トンネル現場の奇妙なTABOO トンネル工学雑学入門

URADO目黒トンネルの記録>トンネル現場のタブー

1 山の神

 トンネル工事に関わるタブーについては、「山の神」にまつわることが比較的多い。山の神は、女神であるとされてる。 よって来たる由来については定かではないが、一説によると雌犬がご神体であるとも言う。古典では大山紙神とされ、 山を領する神、とされる。

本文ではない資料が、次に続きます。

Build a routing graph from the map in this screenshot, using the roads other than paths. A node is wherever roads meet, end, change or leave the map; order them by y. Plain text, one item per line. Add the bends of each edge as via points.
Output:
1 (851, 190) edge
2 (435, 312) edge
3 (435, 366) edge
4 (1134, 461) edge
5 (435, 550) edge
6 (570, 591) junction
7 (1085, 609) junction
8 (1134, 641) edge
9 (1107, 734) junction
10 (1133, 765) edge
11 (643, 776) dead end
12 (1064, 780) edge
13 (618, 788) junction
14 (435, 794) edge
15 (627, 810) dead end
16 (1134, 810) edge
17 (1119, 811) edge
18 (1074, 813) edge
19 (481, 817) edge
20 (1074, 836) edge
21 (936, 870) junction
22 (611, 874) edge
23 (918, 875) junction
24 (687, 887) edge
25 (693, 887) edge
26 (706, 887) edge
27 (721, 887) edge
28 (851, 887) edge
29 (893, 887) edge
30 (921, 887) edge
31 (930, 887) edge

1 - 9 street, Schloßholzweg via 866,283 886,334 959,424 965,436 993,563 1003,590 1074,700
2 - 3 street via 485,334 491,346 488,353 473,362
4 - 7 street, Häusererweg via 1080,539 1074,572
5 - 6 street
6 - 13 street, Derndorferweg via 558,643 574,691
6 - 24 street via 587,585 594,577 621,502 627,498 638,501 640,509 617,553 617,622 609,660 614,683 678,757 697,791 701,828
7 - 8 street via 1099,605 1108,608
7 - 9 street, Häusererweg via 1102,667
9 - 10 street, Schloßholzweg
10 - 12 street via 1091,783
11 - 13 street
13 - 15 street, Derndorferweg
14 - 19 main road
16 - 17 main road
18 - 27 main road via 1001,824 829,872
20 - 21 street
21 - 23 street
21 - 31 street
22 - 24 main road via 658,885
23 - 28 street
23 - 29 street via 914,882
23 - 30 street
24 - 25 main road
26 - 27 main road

斧指、坑夫等トンネル工事の作業員たちにとって、 日々の作業が危険が伴い、常に生命の危険を感じる事が多く、作業中は気を抜く事のできない真剣勝負の連続であってみれば、 仕事の終わった後の解放感は非常に大きなものである。 その心の振幅の大きさからして、仕事には厳重なタブーを設けて潔斎して臨み、仕事が終われば大いに飲んで束の間のひとときをエンジョイする。 彼らにとっては、山の神によって今日一日の無事が守られ、明白の活動が保証されるとすれば、彼らが山の神を尊崇し、そのお怒りにふれぬよう 、多くのタブーをつくる事もごく自然にうなづげるところである。

2 坑内へ女性を入らせない。

坑内ヘ女性を入れると、山の神と同性であるので神様が嫉妬する、と言う。 山の神様が山を揺すって落石落盤を起こす。

3 出産後数日はその主人は坑内に入れない。

これは出産の状態をたとえて、山が割れて落盤につながる、という考え方があるという。 別の理由として、常に清潔であるべき坑内で女性の体の穢れを忌み、その主人は潔斎する、というものもある。

4 飯に湯、茶、汁などをかけてはいけない

これは山が水を持って崩れ、落石、落盤が発生すると言う意味で禁忌したものという。

5 坑内で口笛を吹いてはいけない。

山の神は女神であり、歌舞音曲を好み、口笛で浮かれて踊り出すので、山を揺すり落石、落盤を起こす。あるいは山の神のご神体は雌犬で あるから、口笛で神様を呼び起こし山が荒れる等という。

6 犬を坑内に入れてはならない。

昔のトンネル断面は今から思えば小さいものが多かった。その狭い中へ犬に入り込まれては邪魔でもあったろうし、 狭い坑内で自在にとび歩かれると作業員の神経にも障ったであろう。 また、斧指、坑夫等は山の神は雌犬であり、犬が坑内に入れば山の神が自らの領域を侵かされた、として神が怒り、 犬を追い払うために山を振るわせ落石、落盤を起こすと考え、犬を坑内に入れないという話しである。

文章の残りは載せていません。